GOAL OF THE EXERCISE: Below are entries. Pull out all lines containing "edge".

MATERIAL FOR THIS EXERCISE:
*-*-*

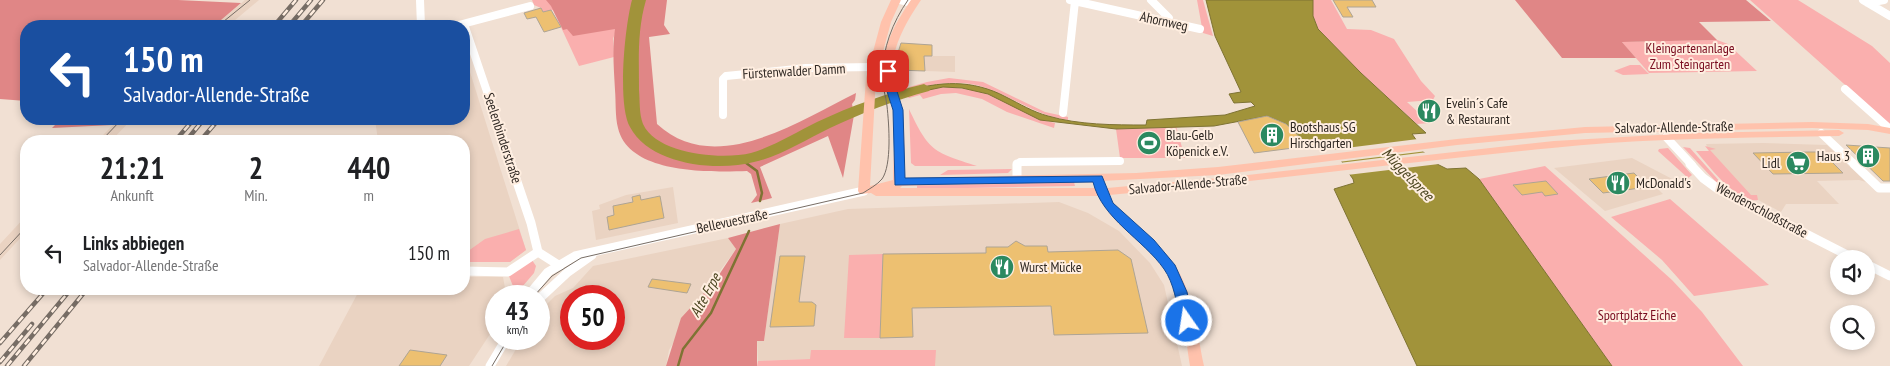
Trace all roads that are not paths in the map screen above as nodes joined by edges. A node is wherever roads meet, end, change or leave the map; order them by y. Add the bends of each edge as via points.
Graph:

*-*-*

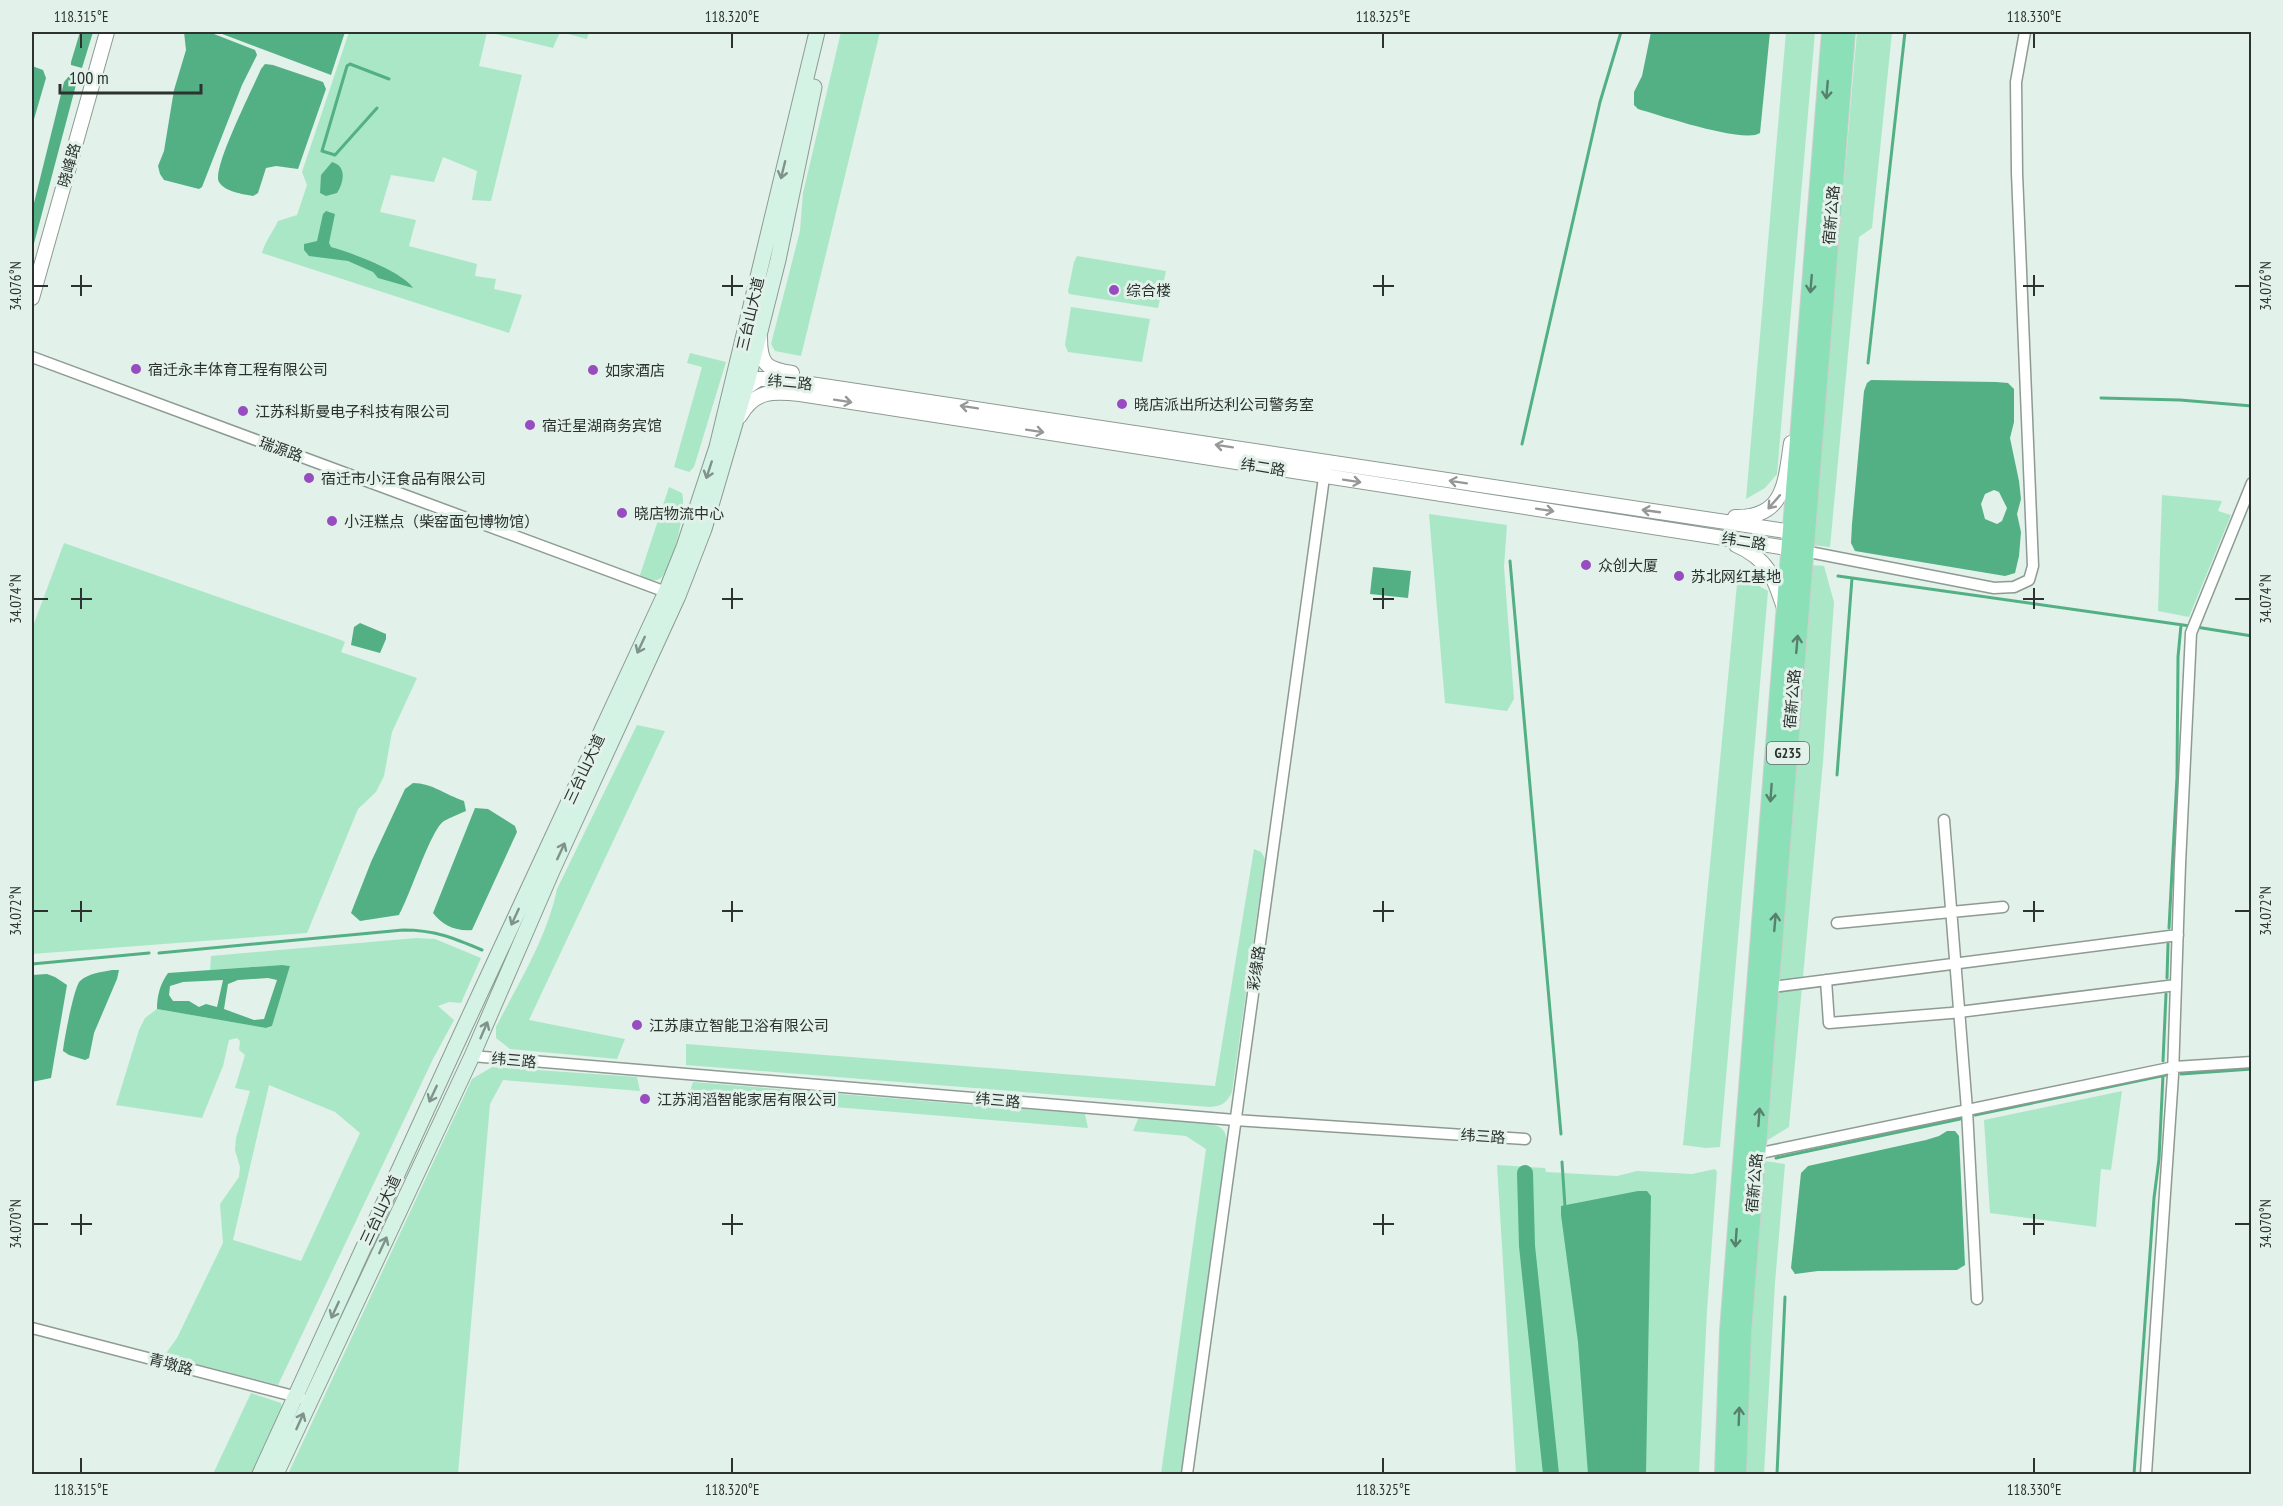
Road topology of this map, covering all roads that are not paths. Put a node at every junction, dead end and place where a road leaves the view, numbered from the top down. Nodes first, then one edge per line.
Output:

*-*-*

SOLVED EXERCISE:
Trace all roads that are not paths in the map screen above as nodes joined by edges. A node is wherever roads meet, end, change or leave the map; order them by y. Add the bends of each edge as via points.
Road topology of this map, covering all roads that are not paths. Put a node at every junction, dead end and place where a road leaves the view, numbered from the top down. Nodes first, then one edge per line.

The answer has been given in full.